• **RECORDS**

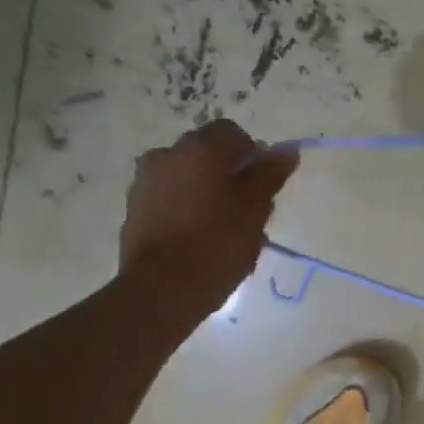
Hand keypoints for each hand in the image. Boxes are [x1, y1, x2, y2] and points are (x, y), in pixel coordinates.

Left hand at [118, 120, 297, 323]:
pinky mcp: (135, 206)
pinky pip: (171, 196)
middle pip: (209, 154)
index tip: (264, 191)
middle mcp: (167, 154)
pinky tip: (200, 239)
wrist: (161, 289)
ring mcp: (146, 180)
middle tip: (250, 214)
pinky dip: (188, 208)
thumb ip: (270, 175)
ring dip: (210, 193)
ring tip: (226, 231)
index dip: (254, 158)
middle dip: (232, 176)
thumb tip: (288, 149)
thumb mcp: (254, 210)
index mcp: (200, 149)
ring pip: (190, 176)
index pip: (234, 134)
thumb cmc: (217, 246)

• **TASK DIRECTIONS**
Although the records above contain pictures, only their text is to be repeated, exactly as given.

• **TASK OUTPUT**
Hand keypoints for each hand in the image. Boxes are [x1, y1, x2, y2] and points are (x, y), in pixel coordinates.

Left hand at [118, 120, 297, 323]:
pinky mcp: (135, 206)
pinky pip: (171, 196)
middle pip: (209, 154)
index tip: (264, 191)
middle mcp: (167, 154)
pinky tip: (200, 239)
wrist: (161, 289)
ring mcp: (146, 180)
middle tip: (250, 214)
pinky dip: (188, 208)
thumb ip: (270, 175)
ring dip: (210, 193)
ring tip: (226, 231)
index dip: (254, 158)
middle dip: (232, 176)
thumb tip: (288, 149)
thumb mcp: (254, 210)
index mcp: (200, 149)
ring pip: (190, 176)
index pip: (234, 134)
thumb cmc: (217, 246)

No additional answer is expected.